Prompt:
Write out the full listing again, exactly as it stands.

Records for the exercise:
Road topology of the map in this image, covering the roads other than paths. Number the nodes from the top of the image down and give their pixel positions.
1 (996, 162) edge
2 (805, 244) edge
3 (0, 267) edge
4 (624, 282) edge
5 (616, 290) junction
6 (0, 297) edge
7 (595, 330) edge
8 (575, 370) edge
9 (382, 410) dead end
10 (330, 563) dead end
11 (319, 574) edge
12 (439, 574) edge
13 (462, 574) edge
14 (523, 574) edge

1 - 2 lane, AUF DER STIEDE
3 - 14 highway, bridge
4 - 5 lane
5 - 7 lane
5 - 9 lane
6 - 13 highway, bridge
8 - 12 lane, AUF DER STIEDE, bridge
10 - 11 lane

Answer space:
Road topology of the map in this image, covering the roads other than paths. Number the nodes from the top of the image down and give their pixel positions.
1 (996, 162) edge
2 (805, 244) edge
3 (0, 267) edge
4 (624, 282) edge
5 (616, 290) junction
6 (0, 297) edge
7 (595, 330) edge
8 (575, 370) edge
9 (382, 410) dead end
10 (330, 563) dead end
11 (319, 574) edge
12 (439, 574) edge
13 (462, 574) edge
14 (523, 574) edge

1 - 2 lane, AUF DER STIEDE
3 - 14 highway, bridge
4 - 5 lane
5 - 7 lane
5 - 9 lane
6 - 13 highway, bridge
8 - 12 lane, AUF DER STIEDE, bridge
10 - 11 lane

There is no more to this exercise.